- [WORK ORDER] Could you return the entire listing below exactly as written?

- [INPUT MATERIAL]
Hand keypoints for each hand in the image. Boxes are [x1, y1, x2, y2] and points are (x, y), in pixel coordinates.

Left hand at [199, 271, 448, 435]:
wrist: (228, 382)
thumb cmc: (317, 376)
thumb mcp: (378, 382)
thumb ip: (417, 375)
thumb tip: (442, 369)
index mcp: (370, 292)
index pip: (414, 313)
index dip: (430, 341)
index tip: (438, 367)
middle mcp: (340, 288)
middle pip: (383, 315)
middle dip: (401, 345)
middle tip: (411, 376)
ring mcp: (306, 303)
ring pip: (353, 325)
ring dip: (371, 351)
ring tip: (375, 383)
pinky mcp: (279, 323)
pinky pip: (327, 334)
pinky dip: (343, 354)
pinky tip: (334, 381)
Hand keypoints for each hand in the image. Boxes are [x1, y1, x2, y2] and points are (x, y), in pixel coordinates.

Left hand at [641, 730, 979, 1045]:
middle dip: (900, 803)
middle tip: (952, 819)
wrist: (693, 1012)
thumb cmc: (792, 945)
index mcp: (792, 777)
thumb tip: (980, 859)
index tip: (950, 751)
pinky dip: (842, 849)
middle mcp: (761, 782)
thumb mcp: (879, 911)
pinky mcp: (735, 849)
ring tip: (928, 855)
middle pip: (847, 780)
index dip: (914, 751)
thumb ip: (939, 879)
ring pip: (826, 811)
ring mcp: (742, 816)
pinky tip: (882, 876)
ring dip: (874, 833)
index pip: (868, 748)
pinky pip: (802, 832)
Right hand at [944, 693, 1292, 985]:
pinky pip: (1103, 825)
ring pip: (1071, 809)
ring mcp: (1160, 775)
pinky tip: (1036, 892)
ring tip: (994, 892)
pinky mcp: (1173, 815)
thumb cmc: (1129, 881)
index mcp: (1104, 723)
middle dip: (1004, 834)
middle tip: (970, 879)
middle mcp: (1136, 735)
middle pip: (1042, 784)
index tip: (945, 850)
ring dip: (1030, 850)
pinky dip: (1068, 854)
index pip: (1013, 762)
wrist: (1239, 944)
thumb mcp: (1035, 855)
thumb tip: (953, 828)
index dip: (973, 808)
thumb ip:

- [EXERCISE SOLUTION]
Hand keypoints for each hand in the image. Boxes are [x1, y1, x2, y2] and points are (x, y), in pixel coordinates.

Left hand at [199, 271, 448, 435]:
wrist: (228, 382)
thumb cmc: (317, 376)
thumb mcp: (378, 382)
thumb ip: (417, 375)
thumb tip: (442, 369)
index mcp: (370, 292)
index pip: (414, 313)
index dip: (430, 341)
index tip: (438, 367)
middle mcp: (340, 288)
middle pip: (383, 315)
middle dip: (401, 345)
middle tip: (411, 376)
ring mcp: (306, 303)
ring pip: (353, 325)
ring dip: (371, 351)
ring tip: (375, 383)
pinky mcp: (279, 323)
pinky pip: (327, 334)
pinky dip: (343, 354)
pinky tip: (334, 381)
Hand keypoints for each hand in the image. Boxes are [x1, y1, x2, y2] and points are (x, y), in pixel coordinates.

Left hand at [641, 730, 979, 1045]:
middle dip: (900, 803)
middle tip: (952, 819)
wrist: (693, 1012)
thumb cmc: (792, 945)
index mcp: (792, 777)
thumb tip: (980, 859)
index tip: (950, 751)
pinky dip: (842, 849)
middle mcp: (761, 782)
thumb mcp: (879, 911)
pinky mcp: (735, 849)
ring tip: (928, 855)
middle pip: (847, 780)
index dip: (914, 751)
thumb ip: (939, 879)
ring pip: (826, 811)
ring mcp: (742, 816)
pinky tip: (882, 876)
ring dip: (874, 833)
index pip: (868, 748)
pinky pip: (802, 832)
Right hand at [944, 693, 1292, 985]:
pinky pip: (1103, 825)
ring pip: (1071, 809)
ring mcp: (1160, 775)
pinky tip: (1036, 892)
ring tip: (994, 892)
pinky mcp: (1173, 815)
thumb cmc: (1129, 881)
index mcp: (1104, 723)
middle dip: (1004, 834)
middle tip: (970, 879)
middle mcp: (1136, 735)
middle pip: (1042, 784)
index tip: (945, 850)
ring dip: (1030, 850)
pinky dip: (1068, 854)
index pip: (1013, 762)
wrist: (1239, 944)
thumb mcp: (1035, 855)
thumb tip: (953, 828)
index dip: (973, 808)
thumb ip:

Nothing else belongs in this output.